この作品はボウイ主演の映画『地球に落ちて来た男』をベースにしているのだが、その映画の内容を“これまでのあらすじ”的に紹介、主人公の<ニュートン>は異星人であること、だが自分の星に帰れなくなってしまうという映画での物語の続きが、この舞台で描かれていく。とある部屋に軟禁状態となっている<ニュートン>は酒浸りで、朝からジンを飲み朦朧とした表情でいるところに、昔の同僚だという<マイケル>が訪ねて来るところから物語はスタートする。ボウイがこの舞台のために書き下ろした楽曲『LAZARUS』を、前方に少し張り出したステージから乗り出すようにして歌う松岡。その姿はまさに“魂の叫び”を体現しているようで、幕開けから凄まじい迫力を放出していた。
仕事としてニュートンの世話をしている<エリー>と、彼女の夫<ザック>すれ違い夫婦の感情の激しさ、切なさ。2曲目で登場する<日本の女>の強烈なインパクト。この作品で“愛の権化”を表現しているカップル<ベン>と<マエミ>のラブラブな生命力。ふわりと出現する<少女>の儚く可憐な異世界感。そして一人だけ特異な黒いオーラを纏った怪しい男<バレンタイン>。キャストは全員が、それぞれ難しい役柄に全身全霊で取り組んでいることがひしひしと伝わってくる上に、とにかく歌唱力が抜群にハイレベルですべての曲が胸を打つ。
楽曲は『Changes』『Absolute Beginners』『Life On Mars?』『Heroes』といった耳馴染みのある有名曲を含め全17曲あるが、今作はいわゆるジュークボックスミュージカルとは趣が異なり、作品に合わせてシリアスで切ない曲調にアレンジされていたりもして、原曲の歌詞が違うイメージに思えるところも。とはいえ歌詞の意味を追いかけるより、松岡を筆頭にキャストたちの魂にシンクロすることで、より作品が楽しめるようにも感じた。作品の世界観は壮大で繊細、儚いが力強い。しかもただひたすら幻想的なのではなく、現実的な人間社会における会話に共感出来たりする面白味もあり、この全体像そのものがボウイからの遺言と言えそうな気もした。
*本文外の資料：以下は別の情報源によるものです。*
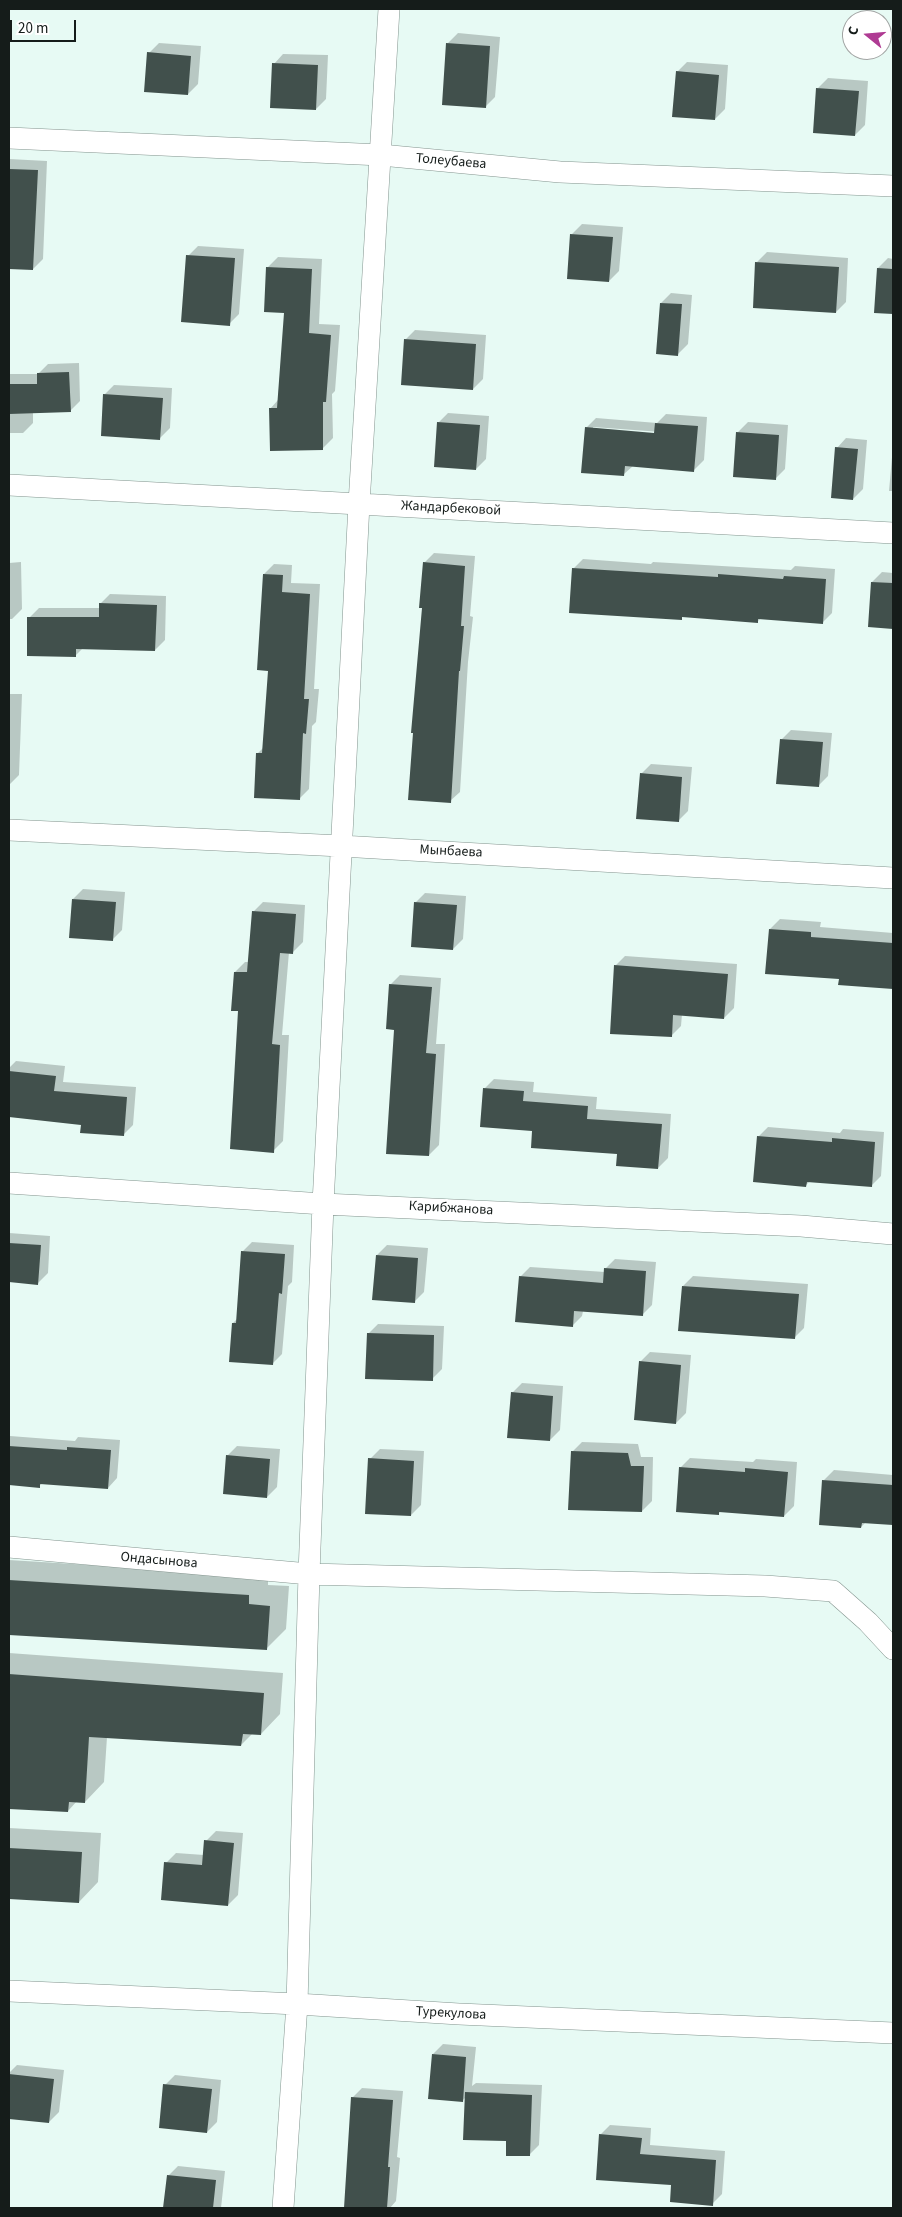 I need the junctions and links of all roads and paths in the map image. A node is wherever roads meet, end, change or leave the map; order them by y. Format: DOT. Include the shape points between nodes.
graph roads {
  1 [pos="389,9"];
  2 [pos="9,138"];
  3 [pos="382,155"];
  4 [pos="893,186"];
  5 [pos="9,485"];
  6 [pos="359,504"];
  7 [pos="893,534"];
  8 [pos="9,830"];
  9 [pos="341,846"];
  10 [pos="893,878"];
  11 [pos="9,1183"];
  12 [pos="323,1204"];
  13 [pos="893,1234"];
  14 [pos="9,1547"];
  15 [pos="309,1574"];
  16 [pos="893,1649"];
  17 [pos="9,1991"];
  18 [pos="298,2004"];
  19 [pos="893,2033"];
  20 [pos="283,2208"];
  1 -- 3 [label="street"];
  2 -- 3 [label="street, Толеубаева"];
  3 -- 4 [label="street, Толеубаева" via="560,172"];
  3 -- 6 [label="street"];
  5 -- 6 [label="street, Жандарбековой"];
  6 -- 7 [label="street, Жандарбековой"];
  6 -- 9 [label="street"];
  8 -- 9 [label="street, Мынбаева"];
  9 -- 10 [label="street, Мынбаева"];
  9 -- 12 [label="street"];
  11 -- 12 [label="street, Карибжанова"];
  12 -- 13 [label="street, Карибжанова" via="801,1226"];
  12 -- 15 [label="street"];
  14 -- 15 [label="street, Ондасынова"];
  15 -- 16 [label="street, Ондасынова" via="756,1586 833,1591"];
  15 -- 18 [label="street"];
  17 -- 18 [label="street, Турекулова"];
  18 -- 19 [label="street, Турекулова" via="469,2015"];
  18 -- 20 [label="street"];
} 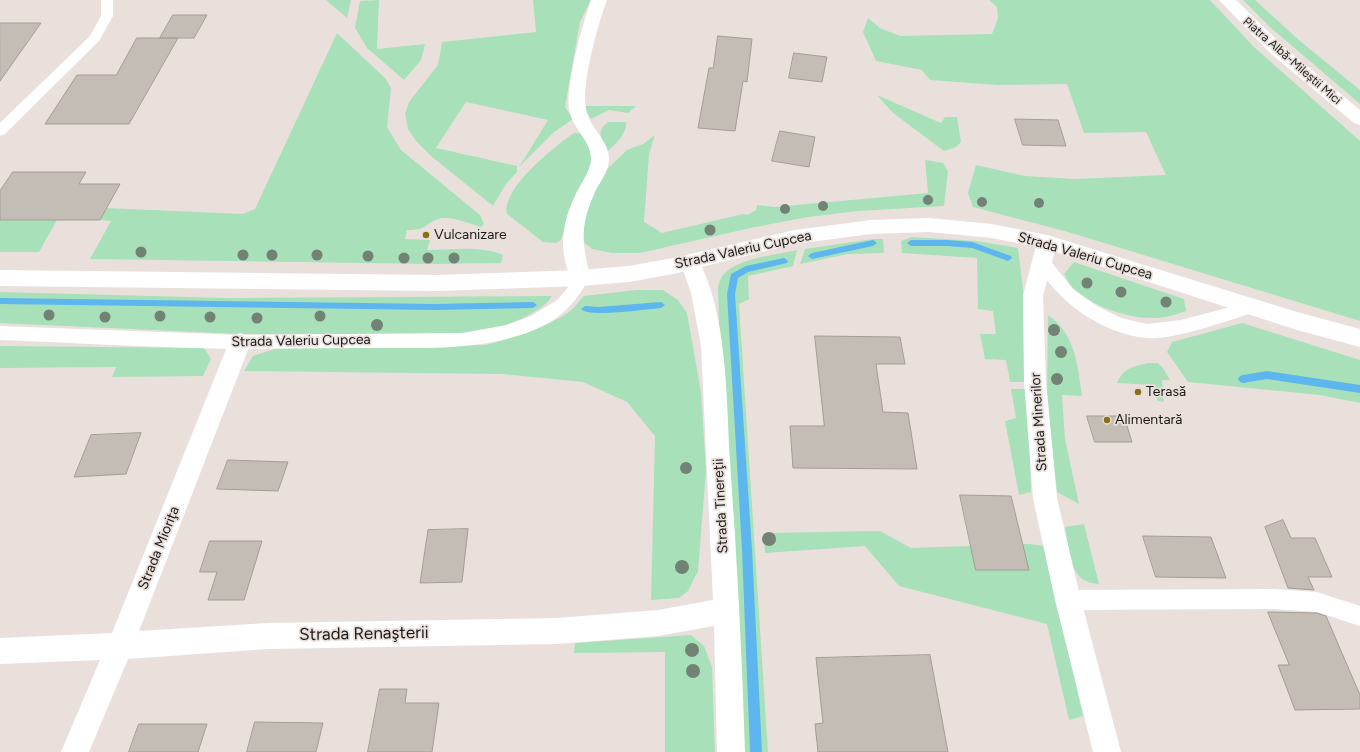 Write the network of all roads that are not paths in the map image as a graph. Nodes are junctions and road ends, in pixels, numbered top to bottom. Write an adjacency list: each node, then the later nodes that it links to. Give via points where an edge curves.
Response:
1 (108, 0): 5 (lane, via 107,16 96,38)
2 (599, 0): 9 (street, via 589,26 578,92 579,116 594,140 600,156 599,168 577,210 571,236)
3 (1227, 0): 4 (street, Piatra Albă-Mileștii Mici, via 1276,49)
4 (1360, 119)
5 (0, 131)
6 (1045, 252): 7 (street, Strada Valeriu Cupcea, via 992,231 929,225 892,226 795,237); 10 (street, Strada Valeriu Cupcea); 10 (lane, Strada Valeriu Cupcea, via 1067,293 1091,311 1118,324 1146,331 1181,327); 14 (street, Strada Minerilor, via 1033,296 1035,381 1045,498)
7 (690, 262): 9 (street, Strada Valeriu Cupcea, via 629,274); 15 (street, Strada Tinereţii, via 702,293 712,346)
8 (0, 278): 9 (street, Strada Valeriu Cupcea, via 437,284)
9 (581, 278): 13 (lane, Strada Valeriu Cupcea, via 572,295 557,310 511,331 486,337 462,340)
10 (1254, 307): 12 (street, Strada Valeriu Cupcea)
11 (0, 333): 13 (lane, Strada Valeriu Cupcea)
12 (1360, 338)
13 (240, 342): 17 (street, Strada Mioriţa)
14 (1068, 600): 16 (lane, via 1274,599 1317,602); 21 (street, Strada Minerilor)
15 (727, 611): 17 (street, Strada Renaşterii, via 658,623 557,631 268,636); 20 (street, Strada Tinereţii)
16 (1360, 616)
17 (120, 646): 18 (street, Strada Renaşterii); 19 (street, Strada Mioriţa)
18 (0, 651)
19 (75, 752)
20 (731, 752)
21 (1107, 752)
丁寧で説得力が高い白井演出は今回も健在だが、これまでとは少しカラーが違う印象で実験的な表現も多数あり、紗幕と映像の使いかたなど大胆さや斬新さが多く感じられた。ボウイの楽曲を、これまでにはない新たな面から味わい直す体験ともなる、休憩なしの約2時間だった。
生きる気力もなければ故郷の星に帰ることもできない異星人の哀しさ、感情が不安定なすれ違い夫婦の胸の痛み、さらにはショッキングな場面もあるのだが、ただただ辛いだけではなくそこにはちゃんと“希望”の要素も提示される。それこそがボウイが夢見た、次なる世界の片鱗なのかもしれない。それはハッピーな終焉なのか、そうでもないのか。会見でも語られていたが、作り手にとっていかようにも解釈できる作品だが、それは同時に観る側にとってもさまざまな解釈が許される作品にもなっている。ぜひともご覧になった方々は、各自の解釈を大いに語り合ってみてほしい。
(取材・文:田中里津子 撮影:田中亜紀)
<公演概要>
公演名称:ミュージカル『LAZARUS』
音楽・脚本:デヴィッド・ボウイ
脚本:エンダ・ウォルシュ
演出:白井 晃
出演:松岡 充
豊原江理佳 鈴木瑛美子 小南満佑子
崎山つばさ 遠山裕介
栁沢明璃咲 渡来美友 小形さくら
渡部豪太 上原理生
[ダンサー]Nami Monroe ANRI KANNA
[演奏]益田トッシュ [Bandmaster] フィリップ・ウー [Key.] 松原”マツキチ”寛 [Dr.]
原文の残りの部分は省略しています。